En el mercado de Birqash se ofertan camellos. El precio del ejemplar depende de la edad del mismo. Foto: EFE


"Los medios de comunicación exageraron las cosas", agrega, en relación a las denuncias de maltrato que fueron acompañadas de imágenes en las que se podían ver a los camellos heridos y ensangrentados.

Por su parte, Mohamed Abdelaal al Sherif divisa a los visitantes foráneos, les hace señas con la mano y les invita a tomar un té, y se apresura a demostrar que sus camellos reciben un buen trato, de "5 estrellas" asegura.

"Los que fueron arrestados fueron tontos, golpearon a los camellos delante de las cámaras, entonces vinieron y se los llevaron", explica con expresión de burla debajo de sus gafas de sol que le dan un toque elegante al comerciante cuya familia -asegura- lleva cinco siglos en este negocio.

Los interesados en camellos observan a los ejemplares de este animal.
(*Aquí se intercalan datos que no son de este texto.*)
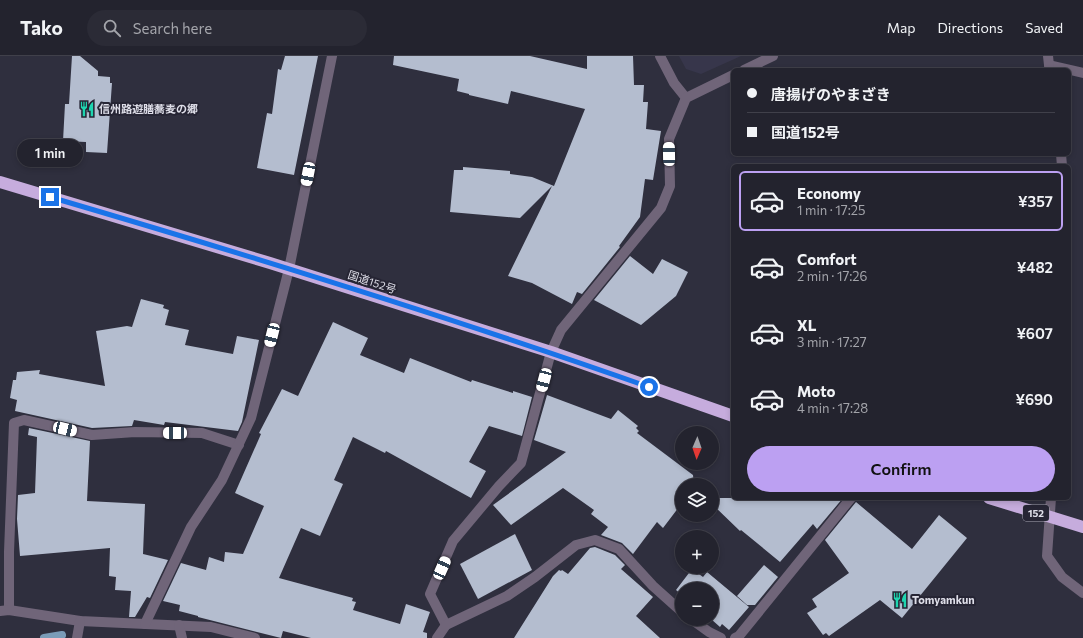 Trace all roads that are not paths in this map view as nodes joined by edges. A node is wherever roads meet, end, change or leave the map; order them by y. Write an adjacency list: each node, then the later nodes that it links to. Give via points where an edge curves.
1 (332, 56): 12 (street)
2 (660, 56): 10 (street, via 674,83)
3 (773, 56): 5 (street)
4 (1049, 64): 6 (street)
5 (748, 68)
6 (1064, 68)
7 (1071, 70): 8 (street)
8 (1083, 73)
9 (731, 76): 10 (street)
10 (686, 98): 13 (street, via 669,139 670,186 661,208 562,330)
11 (0, 182): 12 (highway, 国道152号)
12 (289, 269): 13 (highway, 国道152号); 15 (street, via 251,418)
13 (551, 352): 14 (highway, 国道152号); 27 (street, via 522,463 453,541 430,594)
14 (731, 415)
15 (239, 445): 23 (street, via 202,433 135,432 92,435 24,420 14,423); 25 (street, via 222,480 191,527)
16 (849, 500): 34 (street)
17 (995, 500): 19 (highway, 152)
18 (1051, 500): 19 (street)
19 (1050, 518): 20 (highway, 152); 21 (street, via 1047,556 1062,577)
20 (1083, 527)
21 (1083, 593)
22 (675, 606): 27 (street, via 653,586 619,548 595,540 576,545 507,596)
23 (4, 611): 24 (street)
24 (80, 621): 25 (street); 29 (street)
25 (145, 624): 26 (street)
26 (179, 625): 30 (street); 31 (street, via 211,627)
27 (446, 625): 32 (street)
28 (701, 626): 33 (street)
29 (77, 638)
30 (182, 638)
31 (255, 638)
32 (438, 638)
33 (721, 638)
34 (735, 638)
Foto: EFE

Los interesados en camellos observan a los ejemplares de este animal. Foto: EFE


Al Sherif también minimiza la instalación de cámaras de seguridad por parte de las autoridades locales para vigilar que no se produzca maltrato, dos de las cuales se encuentran en la entrada principal del gran zoco polvoriento, tal y como pudo constatar Efe.

Las medidas anunciadas por las autoridades en las pasadas semanas después de las denuncias de los defensores de los animales no parecen haber surtido efecto en Birqash, donde los camelleros llevan toda la vida empleando los mismo métodos sin ponerlos en duda.
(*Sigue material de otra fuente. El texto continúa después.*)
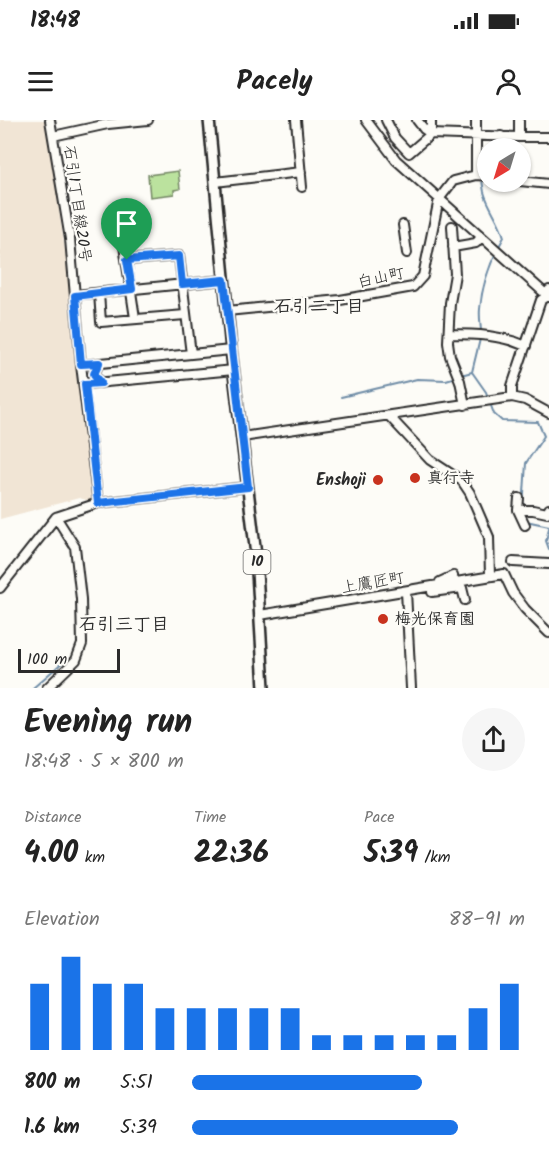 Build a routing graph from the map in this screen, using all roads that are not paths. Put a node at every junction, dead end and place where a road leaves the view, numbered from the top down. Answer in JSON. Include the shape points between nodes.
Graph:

Desde SPARE, Abaza relata a Efe que en octubre acudió al mercado por primera vez y vio que "no paraban de golpear a los camellos" e intentó intervenir, pero no pudo hacer nada, por lo que decidió acudir a las autoridades.

Ahora desea que "tras el escándalo todo mejore, los comerciantes se conciencien y los camellos sean tratados bien".